Using the records that follow, copy every line containing the word "graph".

[Given data Boundary: Start]

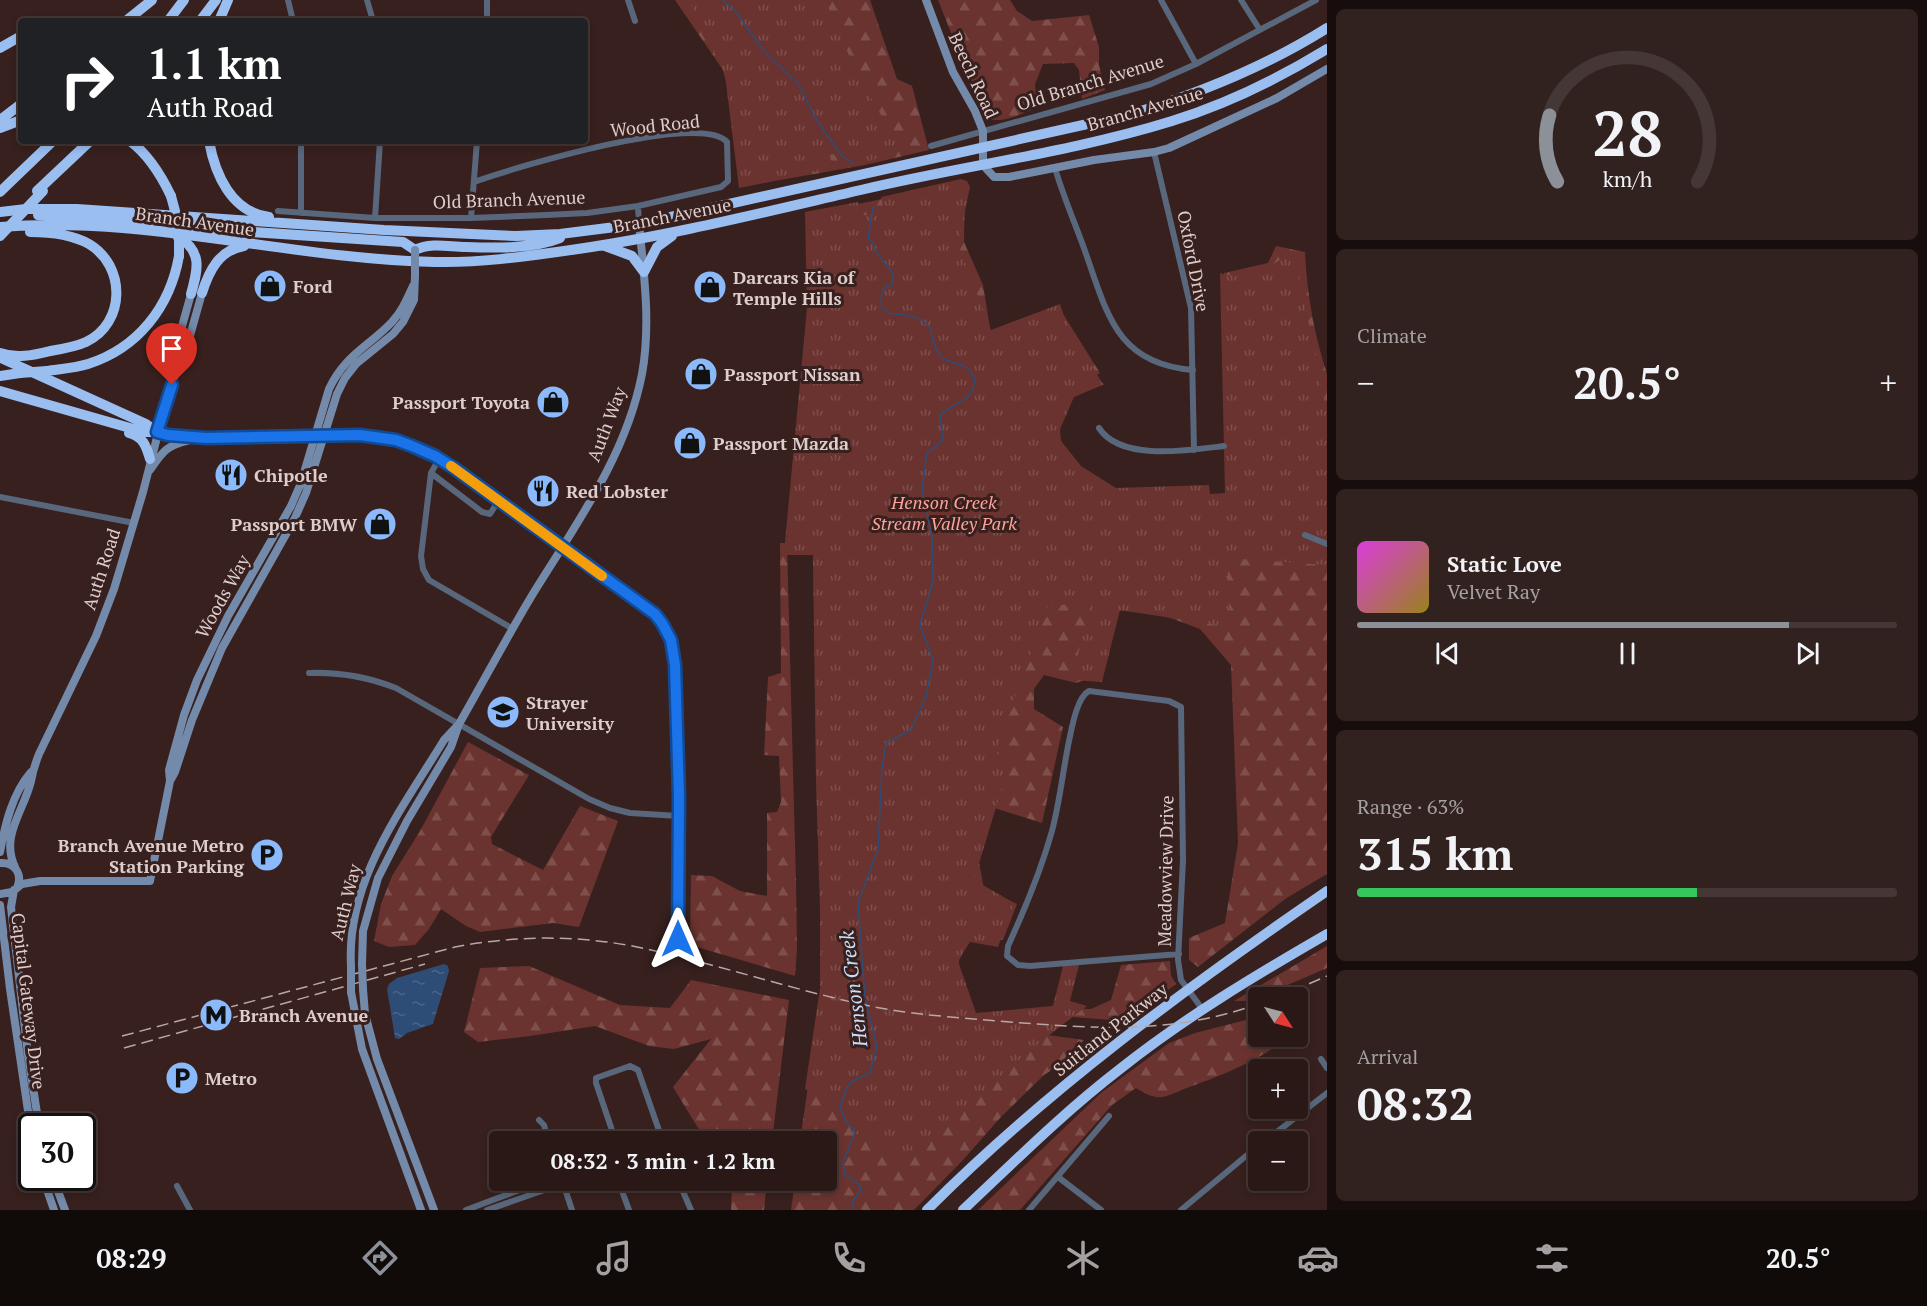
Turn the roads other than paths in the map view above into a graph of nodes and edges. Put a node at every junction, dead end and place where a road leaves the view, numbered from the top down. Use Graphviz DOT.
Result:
graph roads {
  1 [pos="152,0"];
  2 [pos="184,0"];
  3 [pos="216,0"];
  4 [pos="228,0"];
  5 [pos="288,0"];
  6 [pos="367,0"];
  7 [pos="487,0"];
  8 [pos="628,0"];
  9 [pos="926,0"];
  10 [pos="1161,0"];
  11 [pos="1241,0"];
  12 [pos="1316,0"];
  13 [pos="130,18"];
  14 [pos="170,18"];
  15 [pos="202,18"];
  16 [pos="220,18"];
  17 [pos="292,18"];
  18 [pos="372,18"];
  19 [pos="487,18"];
  20 [pos="635,21"];
  21 [pos="1327,28"];
  22 [pos="1260,30"];
  23 [pos="18,38"];
  24 [pos="0,48"];
  25 [pos="1327,49"];
  26 [pos="1196,64"];
  27 [pos="1327,69"];
  28 [pos="18,106"];
  29 [pos="0,120"];
  30 [pos="18,121"];
  31 [pos="0,128"];
  32 [pos="983,131"];
  33 [pos="43,144"];
  34 [pos="50,144"];
  35 [pos="87,144"];
  36 [pos="133,144"];
  37 [pos="210,144"];
  38 [pos="301,144"];
  39 [pos="380,144"];
  40 [pos="477,144"];
  41 [pos="930,146"];
  42 [pos="984,148"];
  43 [pos="728,149"];
  44 [pos="1154,152"];
  45 [pos="983,165"];
  46 [pos="1055,168"];
  47 [pos="474,182"];
  48 [pos="0,192"];
  49 [pos="0,205"];
  50 [pos="638,206"];
  51 [pos="110,211"];
  52 [pos="278,211"];
  53 [pos="0,212"];
  54 [pos="0,217"];
  55 [pos="303,218"];
  56 [pos="375,218"];
  57 [pos="471,218"];
  58 [pos="639,224"];
  59 [pos="0,231"];
  60 [pos="682,231"];
  61 [pos="172,233"];
  62 [pos="571,233"];
  63 [pos="641,240"];
  64 [pos="250,245"];
  65 [pos="602,245"];
  66 [pos="418,249"];
  67 [pos="644,272"];
  68 [pos="196,293"];
  69 [pos="0,356"];
  70 [pos="1193,370"];
  71 [pos="0,375"];
  72 [pos="0,391"];
  73 [pos="88,416"];
  74 [pos="1100,428"];
  75 [pos="157,432"];
  76 [pos="320,436"];
  77 [pos="197,438"];
  78 [pos="1224,446"];
  79 [pos="1194,450"];
  80 [pos="150,459"];
  81 [pos="439,459"];
  82 [pos="432,473"];
  83 [pos="147,476"];
  84 [pos="0,497"];
  85 [pos="500,500"];
  86 [pos="134,523"];
  87 [pos="1305,536"];
  88 [pos="1327,544"];
  89 [pos="564,548"];
  90 [pos="513,629"];
  91 [pos="309,673"];
  92 [pos="459,724"];
  93 [pos="32,772"];
  94 [pos="679,816"];
  95 [pos="2,831"];
  96 [pos="0,852"];
  97 [pos="0,863"];
  98 [pos="16,868"];
  99 [pos="40,881"];
  100 [pos="15,889"];
  101 [pos="1327,891"];
  102 [pos="0,894"];
  103 [pos="0,905"];
  104 [pos="1327,934"];
  105 [pos="678,939"];
  106 [pos="1179,954"];
  107 [pos="1188,990"];
  108 [pos="1203,1011"];
  109 [pos="24,1057"];
  110 [pos="1321,1059"];
  111 [pos="1327,1068"];
  112 [pos="27,1077"];
  113 [pos="1327,1093"];
  114 [pos="30,1113"];
  115 [pos="36,1113"];
  116 [pos="1109,1116"];
  117 [pos="539,1120"];
  118 [pos="546,1131"];
  119 [pos="612,1131"];
  120 [pos="660,1131"];
  121 [pos="1278,1131"];
  122 [pos="1248,1154"];
  123 [pos="1058,1177"];
  124 [pos="177,1185"];
  125 [pos="47,1191"];
  126 [pos="58,1191"];
  127 [pos="524,1191"];
  128 [pos="535,1191"];
  129 [pos="566,1191"];
  130 [pos="622,1191"];
  131 [pos="683,1191"];
  132 [pos="514,1196"];
  133 [pos="54,1210"];
  134 [pos="65,1210"];
  135 [pos="190,1210"];
  136 [pos="421,1210"];
  137 [pos="434,1210"];
  138 [pos="466,1210"];
  139 [pos="487,1210"];
  140 [pos="572,1210"];
  141 [pos="629,1210"];
  142 [pos="691,1210"];
  143 [pos="927,1210"];
  144 [pos="963,1210"];
  145 [pos="1029,1210"];
  146 [pos="1101,1210"];
  147 [pos="1181,1210"];
  1 -- 13 [label="highway"];
  2 -- 14 [label="highway"];
  3 -- 15 [label="highway"];
  4 -- 16 [label="highway"];
  5 -- 17 [label="street"];
  6 -- 18 [label="street"];
  7 -- 19 [label="street"];
  8 -- 20 [label="street"];
  9 -- 32 [label="street, Beech Road"];
  10 -- 26 [label="street"];
  11 -- 22 [label="street"];
  12 -- 22 [label="street, Old Branch Avenue"];
  21 -- 42 [label="highway, Branch Avenue"];
  22 -- 26 [label="street, Old Branch Avenue"];
  23 -- 24 [label="highway"];
  25 -- 45 [label="highway, Branch Avenue"];
  26 -- 32 [label="street, Old Branch Avenue"];
  27 -- 44 [label="street"];
  28 -- 29 [label="highway"];
  30 -- 31 [label="highway"];
  32 -- 41 [label="street, Old Branch Avenue"];
  32 -- 42 [label="street, Beech Road"];
  33 -- 48 [label="highway"];
  34 -- 48 [label="highway"];
  35 -- 59 [label="highway, bridge"];
  36 -- 71 [label="highway, bridge"];
  37 -- 55 [label="highway"];
  38 -- 55 [label="street"];
  39 -- 56 [label="street"];
  40 -- 47 [label="street"];
  42 -- 45 [label="street, Beech Road"];
  42 -- 58 [label="highway, Branch Avenue"];
  43 -- 47 [label="street, Wood Road"];
  43 -- 50 [label="street, Old Branch Avenue"];
  44 -- 46 [label="street"];
  44 -- 70 [label="street, Oxford Drive"];
  45 -- 46 [label="street"];
  45 -- 60 [label="highway, Branch Avenue"];
  46 -- 70 [label="street"];
  47 -- 57 [label="street"];
  49 -- 51 [label="highway"];
  50 -- 57 [label="street, Old Branch Avenue"];
  50 -- 58 [label="street, Auth Way"];
  51 -- 53 [label="highway, Branch Avenue"];
  51 -- 55 [label="highway, Branch Avenue"];
  52 -- 55 [label="street, Old Branch Avenue"];
  54 -- 66 [label="highway"];
  55 -- 56 [label="street, Old Branch Avenue"];
  55 -- 62 [label="highway, Branch Avenue"];
  56 -- 57 [label="street, Old Branch Avenue"];
  58 -- 62 [label="highway, Branch Avenue"];
  58 -- 63 [label="street, Auth Way"];
  59 -- 61 [label="highway, Branch Avenue"];
  59 -- 69 [label="highway"];
  60 -- 63 [label="highway, Branch Avenue"];
  60 -- 67 [label="highway"];
  61 -- 64 [label="highway, Branch Avenue"];
  61 -- 68 [label="highway"];
  62 -- 66 [label="highway"];
  63 -- 65 [label="highway, Branch Avenue"];
  63 -- 67 [label="street, Auth Way"];
  64 -- 65 [label="highway, Branch Avenue"];
  64 -- 68 [label="highway"];
  65 -- 67 [label="highway"];
  66 -- 76 [label="street, Woods Way, bridge"];
  67 -- 89 [label="street, Auth Way"];
  68 -- 75 [label="street, Auth Road"];
  69 -- 75 [label="highway"];
  70 -- 79 [label="street, Oxford Drive"];
  72 -- 73 [label="highway"];
  73 -- 75 [label="highway"];
  73 -- 80 [label="highway"];
  74 -- 79 [label="street"];
  75 -- 77 [label="street"];
  75 -- 80 [label="street, Auth Road"];
  76 -- 77 [label="street"];
  76 -- 81 [label="street"];
  76 -- 99 [label="street, Woods Way"];
  77 -- 83 [label="street"];
  78 -- 79 [label="street"];
  80 -- 83 [label="street, Auth Road"];
  81 -- 82 [label="street"];
  81 -- 85 [label="street"];
  82 -- 85 [label="street"];
  82 -- 90 [label="street"];
  83 -- 86 [label="street, Auth Road"];
  84 -- 86 [label="street"];
  85 -- 89 [label="street"];
  86 -- 93 [label="street, Auth Road"];
  87 -- 88 [label="street"];
  89 -- 90 [label="street, Auth Way"];
  89 -- 94 [label="street"];
  90 -- 92 [label="street, Auth Way"];
  91 -- 92 [label="street"];
  92 -- 94 [label="street"];
  92 -- 136 [label="street, Auth Way, bridge"];
  92 -- 137 [label="street, Auth Way, bridge"];
  93 -- 95 [label="street, Auth Road"];
  93 -- 98 [label="street, Auth Road"];
  94 -- 105 [label="street"];
  95 -- 96 [label="street, Auth Road"];
  97 -- 98 [label="street"];
  98 -- 99 [label="street"];
  98 -- 100 [label="street, Capital Gateway Drive"];
  99 -- 100 [label="street"];
  100 -- 102 [label="street"];
  100 -- 109 [label="street, Capital Gateway Drive"];
  101 -- 107 [label="highway, Suitland Parkway"];
  103 -- 109 [label="street, Capital Gateway Drive"];
  104 -- 108 [label="highway, Suitland Parkway"];
  106 -- 106 [label="street, Meadowview Drive"];
  106 -- 107 [label="street, Meadowview Drive"];
  107 -- 108 [label="street, Meadowview Drive"];
  107 -- 143 [label="highway, Suitland Parkway"];
  108 -- 144 [label="highway, Suitland Parkway"];
  109 -- 112 [label="street, Capital Gateway Drive"];
  110 -- 111 [label="street"];
  112 -- 114 [label="street, Capital Gateway Drive"];
  112 -- 115 [label="street, Capital Gateway Drive"];
  113 -- 121 [label="street"];
  116 -- 123 [label="street"];
  117 -- 118 [label="street"];
  119 -- 120 [label="street"];
  122 -- 147 [label="street"];
  123 -- 145 [label="street"];
  123 -- 146 [label="street"];
  124 -- 135 [label="street"];
  125 -- 133 [label="street"];
  126 -- 134 [label="street"];
  127 -- 132 [label="street"];
  128 -- 132 [label="street"];
  129 -- 140 [label="street"];
  130 -- 141 [label="street"];
  131 -- 142 [label="street"];
  132 -- 138 [label="street"];
  132 -- 139 [label="street"];
}
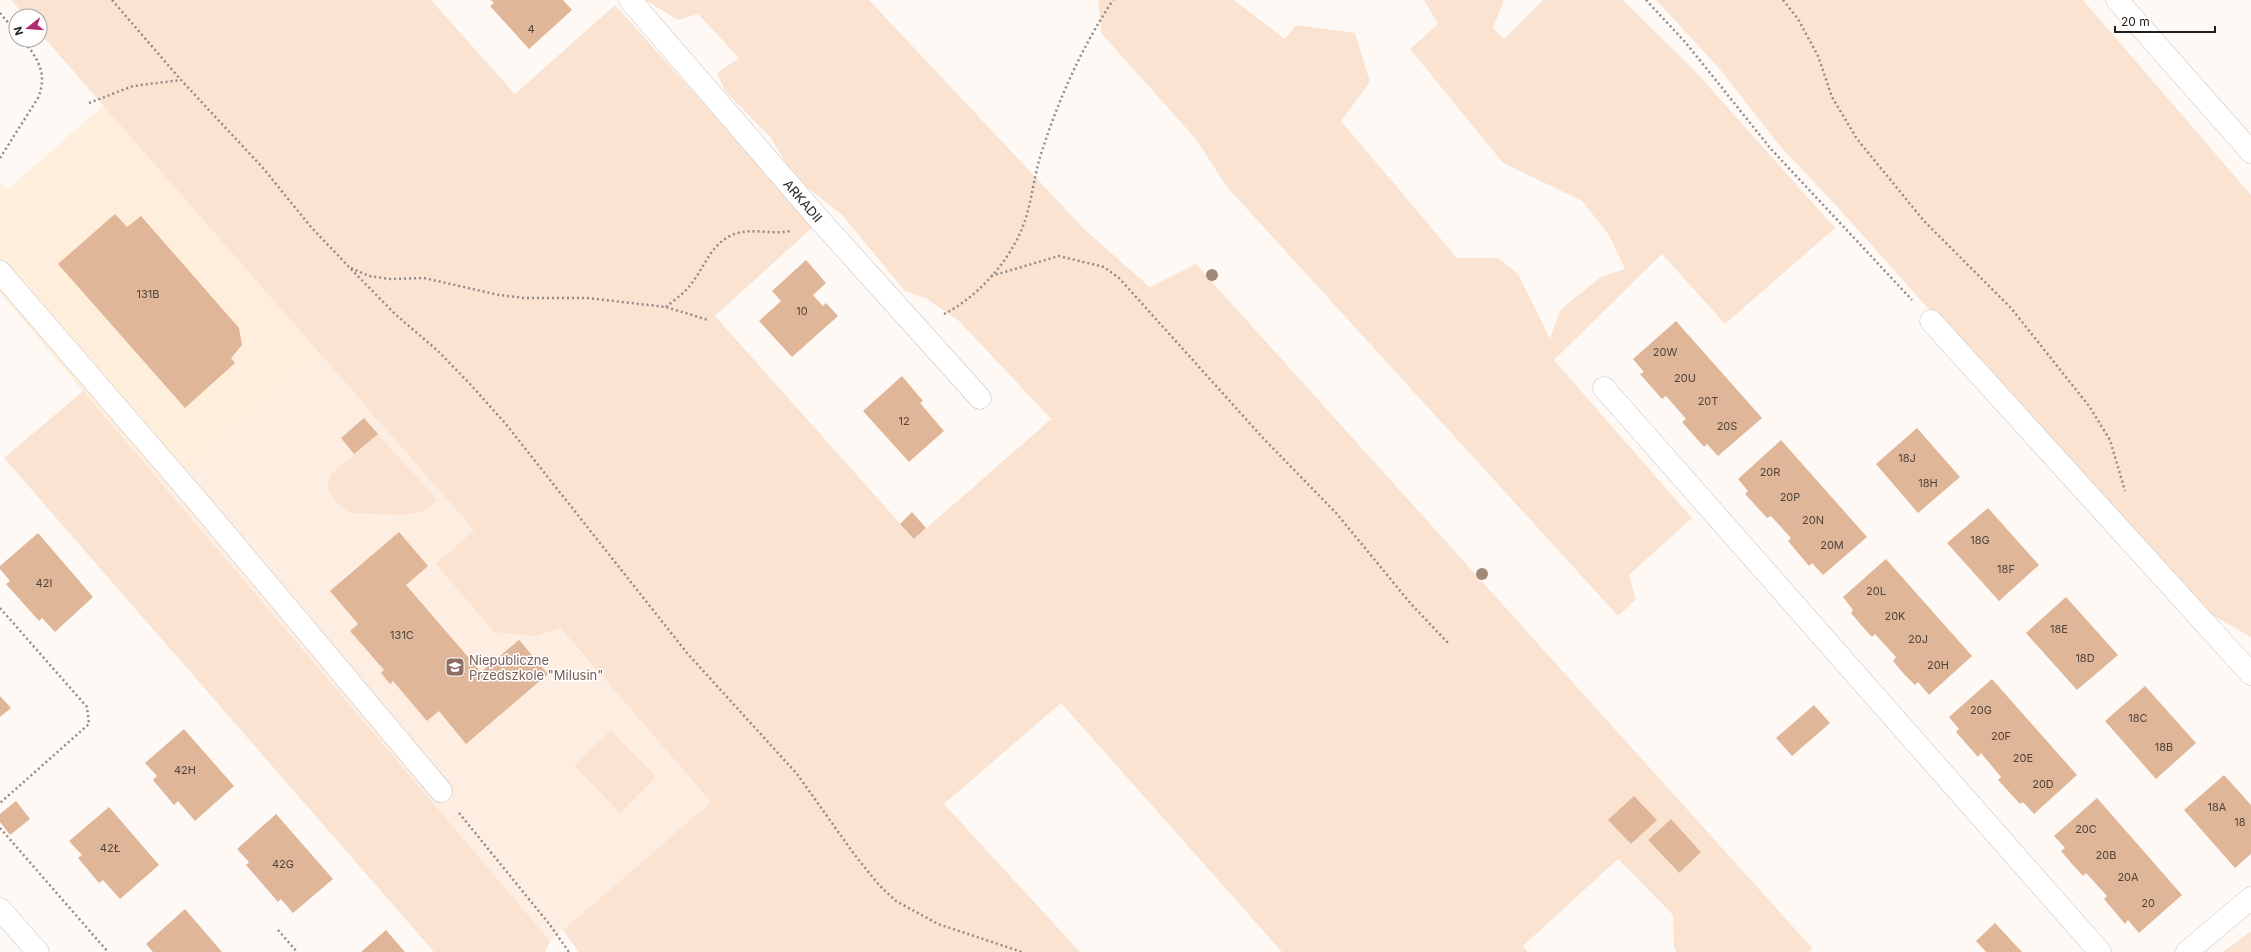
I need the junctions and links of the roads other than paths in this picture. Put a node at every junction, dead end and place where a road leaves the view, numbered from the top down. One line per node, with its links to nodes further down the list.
1 (630, 0): 7 (street, ARKADII)
2 (2117, 0): 3 (street)
3 (2251, 152)
4 (0, 272): 9 (street)
5 (1931, 321): 8 (street)
6 (1604, 388): 13 (street)
7 (980, 398)
8 (2251, 674)
9 (441, 791)
10 (2251, 898): 14 (street)
11 (0, 909): 12 (street)
12 (38, 952)
13 (2100, 952)
14 (2187, 952)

[Given data Boundary: End]

▶ Result for this exercise
Turn the roads other than paths in the map view above into a graph of nodes and edges. Put a node at every junction, dead end and place where a road leaves the view, numbered from the top down. Use Graphviz DOT.
graph roads {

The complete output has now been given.